Still Water by Catherine Marshall


  Gil wants to go back to the hotel but I resist. Instead we retrace our route to the vaporetto stop and wait for the bus. He stays near me, watchful, his hand on my shoulder, trailing down to the small of my back. “Are you okay?” he murmurs.

  “Mm.”

  After a moment he says gently, “You know nothing happened, with Henry. You know he was never there.” I nod, once. He takes a breath. “I don’t know. Maybe you blame him, for setting things in motion, for – ”

  “He has been following us though.”

  He says nothing.

  “Gil, he grabbed me at the station in Milan. We’ve seen his car like a zillion times.” I look into his face, which is closed against me. “Are you denying this now?”

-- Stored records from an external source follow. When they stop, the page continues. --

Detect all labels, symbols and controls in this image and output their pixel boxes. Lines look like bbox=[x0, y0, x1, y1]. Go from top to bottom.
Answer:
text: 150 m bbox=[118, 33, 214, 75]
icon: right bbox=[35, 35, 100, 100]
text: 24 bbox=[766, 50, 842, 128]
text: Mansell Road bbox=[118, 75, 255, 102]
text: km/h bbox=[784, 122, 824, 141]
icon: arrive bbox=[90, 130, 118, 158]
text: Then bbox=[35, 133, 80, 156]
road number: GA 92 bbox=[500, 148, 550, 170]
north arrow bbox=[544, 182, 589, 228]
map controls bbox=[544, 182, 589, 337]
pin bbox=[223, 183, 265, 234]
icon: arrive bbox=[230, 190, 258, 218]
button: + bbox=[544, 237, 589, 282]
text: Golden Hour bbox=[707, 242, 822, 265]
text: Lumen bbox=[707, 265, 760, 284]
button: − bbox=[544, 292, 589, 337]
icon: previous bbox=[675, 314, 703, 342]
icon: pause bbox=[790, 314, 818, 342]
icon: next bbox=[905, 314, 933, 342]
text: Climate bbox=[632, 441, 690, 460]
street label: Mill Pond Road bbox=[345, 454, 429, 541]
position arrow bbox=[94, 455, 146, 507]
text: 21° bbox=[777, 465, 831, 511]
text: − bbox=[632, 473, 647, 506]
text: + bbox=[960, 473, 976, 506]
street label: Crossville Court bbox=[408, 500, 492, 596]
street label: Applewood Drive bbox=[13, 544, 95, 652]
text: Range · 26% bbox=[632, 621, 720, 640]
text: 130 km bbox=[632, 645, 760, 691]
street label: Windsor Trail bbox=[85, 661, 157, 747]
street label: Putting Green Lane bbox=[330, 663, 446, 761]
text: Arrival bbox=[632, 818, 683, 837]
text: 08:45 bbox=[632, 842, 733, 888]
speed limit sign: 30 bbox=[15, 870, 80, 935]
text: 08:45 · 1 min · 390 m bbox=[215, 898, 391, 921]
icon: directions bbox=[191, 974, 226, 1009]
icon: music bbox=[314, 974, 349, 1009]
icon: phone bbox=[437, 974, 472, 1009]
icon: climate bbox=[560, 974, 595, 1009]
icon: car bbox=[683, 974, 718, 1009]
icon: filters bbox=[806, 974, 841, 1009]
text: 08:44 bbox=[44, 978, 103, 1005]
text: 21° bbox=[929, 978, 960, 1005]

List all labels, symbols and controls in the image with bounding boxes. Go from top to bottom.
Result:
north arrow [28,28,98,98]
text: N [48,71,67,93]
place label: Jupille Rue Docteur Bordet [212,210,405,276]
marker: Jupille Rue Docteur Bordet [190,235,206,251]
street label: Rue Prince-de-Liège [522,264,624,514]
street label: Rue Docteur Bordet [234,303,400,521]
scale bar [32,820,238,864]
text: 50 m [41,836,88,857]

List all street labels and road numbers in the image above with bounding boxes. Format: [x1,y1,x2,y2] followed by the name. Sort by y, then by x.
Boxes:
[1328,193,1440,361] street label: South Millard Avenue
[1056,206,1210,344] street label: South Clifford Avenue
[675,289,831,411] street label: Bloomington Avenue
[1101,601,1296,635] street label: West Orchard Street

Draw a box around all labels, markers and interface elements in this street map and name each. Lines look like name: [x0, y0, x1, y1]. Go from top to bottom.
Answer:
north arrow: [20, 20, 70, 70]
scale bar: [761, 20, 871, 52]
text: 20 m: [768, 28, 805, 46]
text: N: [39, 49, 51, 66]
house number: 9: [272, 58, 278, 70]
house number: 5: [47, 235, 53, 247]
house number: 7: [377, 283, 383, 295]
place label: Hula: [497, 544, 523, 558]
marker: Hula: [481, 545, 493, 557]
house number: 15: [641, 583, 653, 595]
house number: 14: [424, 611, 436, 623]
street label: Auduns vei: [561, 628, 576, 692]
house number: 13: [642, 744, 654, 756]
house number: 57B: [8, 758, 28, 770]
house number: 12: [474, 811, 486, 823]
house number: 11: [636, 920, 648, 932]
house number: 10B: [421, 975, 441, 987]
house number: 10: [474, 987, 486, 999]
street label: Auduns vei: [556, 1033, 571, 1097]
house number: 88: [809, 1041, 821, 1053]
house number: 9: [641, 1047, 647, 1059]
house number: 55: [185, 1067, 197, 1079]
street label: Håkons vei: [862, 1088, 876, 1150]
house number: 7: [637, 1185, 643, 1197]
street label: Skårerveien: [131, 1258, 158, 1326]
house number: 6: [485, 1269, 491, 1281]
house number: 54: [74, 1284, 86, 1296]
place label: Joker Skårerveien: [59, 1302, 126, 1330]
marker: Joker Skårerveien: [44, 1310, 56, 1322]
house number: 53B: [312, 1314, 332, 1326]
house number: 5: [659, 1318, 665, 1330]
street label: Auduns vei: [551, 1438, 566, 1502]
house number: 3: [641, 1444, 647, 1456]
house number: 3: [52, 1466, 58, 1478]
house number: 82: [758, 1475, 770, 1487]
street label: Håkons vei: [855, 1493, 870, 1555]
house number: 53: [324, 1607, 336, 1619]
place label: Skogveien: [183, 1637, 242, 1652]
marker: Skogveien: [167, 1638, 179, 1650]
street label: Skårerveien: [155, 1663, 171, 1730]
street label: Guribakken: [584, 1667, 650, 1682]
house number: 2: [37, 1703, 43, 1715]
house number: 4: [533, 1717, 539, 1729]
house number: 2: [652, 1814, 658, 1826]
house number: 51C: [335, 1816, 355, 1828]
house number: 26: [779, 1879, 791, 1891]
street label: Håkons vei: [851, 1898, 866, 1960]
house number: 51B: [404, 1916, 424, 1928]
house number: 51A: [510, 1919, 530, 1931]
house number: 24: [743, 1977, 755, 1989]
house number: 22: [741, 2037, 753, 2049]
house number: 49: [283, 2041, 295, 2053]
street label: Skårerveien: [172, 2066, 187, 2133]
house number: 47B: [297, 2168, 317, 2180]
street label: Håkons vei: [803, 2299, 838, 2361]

  “Shh.” He strokes my hair. “No. I’m not denying anything. I think we both need to get some rest. Not a few hours’ fitful sleep back at the hotel. Real rest.”

  “How do we do that?”

  “Quit behaving like fugitives for a start. Find somewhere we can stay for longer than a couple of days, lie low. Try to live some kind of life.”

  I gaze at him, so grateful he’s saying this, pretending for both of us that it might actually happen. He squeezes my shoulder. The bus whirrs and churns into view. We board and ride the shifting waters of the canal back to St Mark’s Square.

  I still can’t face the hotel so he takes me, inevitably, to a bar. I murmur that our whole relationship has been spent in bars and he looks surprised – “Isn’t everyone’s?” I remember how happy he was that night in Patrick’s, before Cecily turned up and everything changed. I remember us talking that first time in bluewave, about music and family and fate. We will never be so carefree again. We will never be in either of those places again. I shudder and knock back the brandy he’s bought me in a single gulp. “We could just get hammered,” he suggests. It’s an appealing idea. I can’t take any more of being aware, all the time. Of being conscious. He says, “Why don’t you want to go back to the hotel?”

  I don’t know how to answer him. I don’t want to tell him that I dream, nightly, of being beaten, drowned, hacked to pieces. He used to hold me when I woke screaming but I am so inured to it now I no longer scream. Instead I sit sweating and trembling on the edge of the bed, and he doesn’t stir. In the end I settle for, “I don’t want to be on my own.”

  He frowns. “I’ll be there.”

  “Will you?”

  He pauses. “Tell me,” he says earnestly, “tell me you understand that I will always be there. That you are bound to me now for the rest of your life.”

  I like that he says I am bound to him, not that he is shackled to me. I swallow, rub my forehead. “You’re being very kind.”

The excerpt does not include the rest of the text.